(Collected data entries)
BEGIN

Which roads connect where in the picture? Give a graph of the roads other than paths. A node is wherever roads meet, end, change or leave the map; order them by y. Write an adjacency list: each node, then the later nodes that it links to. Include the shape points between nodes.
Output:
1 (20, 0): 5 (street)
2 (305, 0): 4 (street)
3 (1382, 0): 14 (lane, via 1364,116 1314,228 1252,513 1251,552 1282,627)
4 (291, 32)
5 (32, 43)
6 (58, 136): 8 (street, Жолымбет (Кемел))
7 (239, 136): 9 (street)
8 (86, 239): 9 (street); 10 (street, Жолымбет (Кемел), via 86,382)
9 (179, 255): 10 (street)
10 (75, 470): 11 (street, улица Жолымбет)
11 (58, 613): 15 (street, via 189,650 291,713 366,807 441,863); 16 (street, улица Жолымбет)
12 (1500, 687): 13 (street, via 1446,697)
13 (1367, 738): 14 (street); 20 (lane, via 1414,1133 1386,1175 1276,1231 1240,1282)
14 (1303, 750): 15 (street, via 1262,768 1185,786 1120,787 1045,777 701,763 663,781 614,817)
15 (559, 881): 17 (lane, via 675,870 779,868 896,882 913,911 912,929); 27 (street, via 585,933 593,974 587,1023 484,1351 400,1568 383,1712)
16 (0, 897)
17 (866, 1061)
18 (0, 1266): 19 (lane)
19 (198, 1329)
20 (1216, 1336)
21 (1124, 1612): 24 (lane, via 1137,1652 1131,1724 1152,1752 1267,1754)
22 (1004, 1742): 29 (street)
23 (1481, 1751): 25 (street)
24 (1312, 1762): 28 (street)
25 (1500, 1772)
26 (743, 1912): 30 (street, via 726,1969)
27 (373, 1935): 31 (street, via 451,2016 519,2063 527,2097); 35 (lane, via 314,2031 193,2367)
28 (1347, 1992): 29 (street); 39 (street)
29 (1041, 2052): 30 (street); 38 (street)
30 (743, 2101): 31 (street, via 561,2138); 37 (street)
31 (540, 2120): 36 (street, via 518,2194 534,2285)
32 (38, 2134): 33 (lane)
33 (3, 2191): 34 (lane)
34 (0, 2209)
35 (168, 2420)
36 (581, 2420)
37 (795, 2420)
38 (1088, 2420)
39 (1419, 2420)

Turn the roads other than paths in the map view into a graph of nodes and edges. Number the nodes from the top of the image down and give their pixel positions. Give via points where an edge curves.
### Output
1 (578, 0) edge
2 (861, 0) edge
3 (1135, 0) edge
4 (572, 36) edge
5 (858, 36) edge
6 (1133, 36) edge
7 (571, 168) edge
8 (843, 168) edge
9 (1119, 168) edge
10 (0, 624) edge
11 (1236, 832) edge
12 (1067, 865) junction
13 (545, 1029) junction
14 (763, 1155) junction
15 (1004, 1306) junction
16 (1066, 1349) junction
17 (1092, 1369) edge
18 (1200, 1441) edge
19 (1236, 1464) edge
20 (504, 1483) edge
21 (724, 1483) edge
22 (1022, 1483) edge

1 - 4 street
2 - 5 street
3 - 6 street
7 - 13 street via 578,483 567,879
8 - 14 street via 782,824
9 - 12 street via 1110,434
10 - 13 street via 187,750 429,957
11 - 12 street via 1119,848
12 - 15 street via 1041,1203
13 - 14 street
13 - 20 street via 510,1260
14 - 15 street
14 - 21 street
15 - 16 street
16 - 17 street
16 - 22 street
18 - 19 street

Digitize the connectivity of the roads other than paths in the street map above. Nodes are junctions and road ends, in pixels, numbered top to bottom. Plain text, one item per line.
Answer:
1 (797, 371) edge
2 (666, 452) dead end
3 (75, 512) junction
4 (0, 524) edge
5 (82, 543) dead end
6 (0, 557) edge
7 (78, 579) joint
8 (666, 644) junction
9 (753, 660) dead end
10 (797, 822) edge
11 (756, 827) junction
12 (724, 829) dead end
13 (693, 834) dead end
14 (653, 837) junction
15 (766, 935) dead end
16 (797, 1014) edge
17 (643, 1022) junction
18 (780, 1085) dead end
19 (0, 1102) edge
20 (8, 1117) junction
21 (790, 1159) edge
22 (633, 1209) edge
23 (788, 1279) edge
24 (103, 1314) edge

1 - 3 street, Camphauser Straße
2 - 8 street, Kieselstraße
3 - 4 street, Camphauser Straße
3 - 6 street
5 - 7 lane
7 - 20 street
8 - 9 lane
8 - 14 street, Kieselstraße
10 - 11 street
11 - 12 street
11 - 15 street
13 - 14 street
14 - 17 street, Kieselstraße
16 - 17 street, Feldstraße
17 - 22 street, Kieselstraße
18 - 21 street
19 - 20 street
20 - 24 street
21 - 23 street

END

### Work to complete
Return all of the entries word for word.

### Reply
Which roads connect where in the picture? Give a graph of the roads other than paths. A node is wherever roads meet, end, change or leave the map; order them by y. Write an adjacency list: each node, then the later nodes that it links to. Include the shape points between nodes.
Output:
1 (20, 0): 5 (street)
2 (305, 0): 4 (street)
3 (1382, 0): 14 (lane, via 1364,116 1314,228 1252,513 1251,552 1282,627)
4 (291, 32)
5 (32, 43)
6 (58, 136): 8 (street, Жолымбет (Кемел))
7 (239, 136): 9 (street)
8 (86, 239): 9 (street); 10 (street, Жолымбет (Кемел), via 86,382)
9 (179, 255): 10 (street)
10 (75, 470): 11 (street, улица Жолымбет)
11 (58, 613): 15 (street, via 189,650 291,713 366,807 441,863); 16 (street, улица Жолымбет)
12 (1500, 687): 13 (street, via 1446,697)
13 (1367, 738): 14 (street); 20 (lane, via 1414,1133 1386,1175 1276,1231 1240,1282)
14 (1303, 750): 15 (street, via 1262,768 1185,786 1120,787 1045,777 701,763 663,781 614,817)
15 (559, 881): 17 (lane, via 675,870 779,868 896,882 913,911 912,929); 27 (street, via 585,933 593,974 587,1023 484,1351 400,1568 383,1712)
16 (0, 897)
17 (866, 1061)
18 (0, 1266): 19 (lane)
19 (198, 1329)
20 (1216, 1336)
21 (1124, 1612): 24 (lane, via 1137,1652 1131,1724 1152,1752 1267,1754)
22 (1004, 1742): 29 (street)
23 (1481, 1751): 25 (street)
24 (1312, 1762): 28 (street)
25 (1500, 1772)
26 (743, 1912): 30 (street, via 726,1969)
27 (373, 1935): 31 (street, via 451,2016 519,2063 527,2097); 35 (lane, via 314,2031 193,2367)
28 (1347, 1992): 29 (street); 39 (street)
29 (1041, 2052): 30 (street); 38 (street)
30 (743, 2101): 31 (street, via 561,2138); 37 (street)
31 (540, 2120): 36 (street, via 518,2194 534,2285)
32 (38, 2134): 33 (lane)
33 (3, 2191): 34 (lane)
34 (0, 2209)
35 (168, 2420)
36 (581, 2420)
37 (795, 2420)
38 (1088, 2420)
39 (1419, 2420)

Turn the roads other than paths in the map view into a graph of nodes and edges. Number the nodes from the top of the image down and give their pixel positions. Give via points where an edge curves.
### Output
1 (578, 0) edge
2 (861, 0) edge
3 (1135, 0) edge
4 (572, 36) edge
5 (858, 36) edge
6 (1133, 36) edge
7 (571, 168) edge
8 (843, 168) edge
9 (1119, 168) edge
10 (0, 624) edge
11 (1236, 832) edge
12 (1067, 865) junction
13 (545, 1029) junction
14 (763, 1155) junction
15 (1004, 1306) junction
16 (1066, 1349) junction
17 (1092, 1369) edge
18 (1200, 1441) edge
19 (1236, 1464) edge
20 (504, 1483) edge
21 (724, 1483) edge
22 (1022, 1483) edge

1 - 4 street
2 - 5 street
3 - 6 street
7 - 13 street via 578,483 567,879
8 - 14 street via 782,824
9 - 12 street via 1110,434
10 - 13 street via 187,750 429,957
11 - 12 street via 1119,848
12 - 15 street via 1041,1203
13 - 14 street
13 - 20 street via 510,1260
14 - 15 street
14 - 21 street
15 - 16 street
16 - 17 street
16 - 22 street
18 - 19 street

Digitize the connectivity of the roads other than paths in the street map above. Nodes are junctions and road ends, in pixels, numbered top to bottom. Plain text, one item per line.
Answer:
1 (797, 371) edge
2 (666, 452) dead end
3 (75, 512) junction
4 (0, 524) edge
5 (82, 543) dead end
6 (0, 557) edge
7 (78, 579) joint
8 (666, 644) junction
9 (753, 660) dead end
10 (797, 822) edge
11 (756, 827) junction
12 (724, 829) dead end
13 (693, 834) dead end
14 (653, 837) junction
15 (766, 935) dead end
16 (797, 1014) edge
17 (643, 1022) junction
18 (780, 1085) dead end
19 (0, 1102) edge
20 (8, 1117) junction
21 (790, 1159) edge
22 (633, 1209) edge
23 (788, 1279) edge
24 (103, 1314) edge

1 - 3 street, Camphauser Straße
2 - 8 street, Kieselstraße
3 - 4 street, Camphauser Straße
3 - 6 street
5 - 7 lane
7 - 20 street
8 - 9 lane
8 - 14 street, Kieselstraße
10 - 11 street
11 - 12 street
11 - 15 street
13 - 14 street
14 - 17 street, Kieselstraße
16 - 17 street, Feldstraße
17 - 22 street, Kieselstraße
18 - 21 street
19 - 20 street
20 - 24 street
21 - 23 street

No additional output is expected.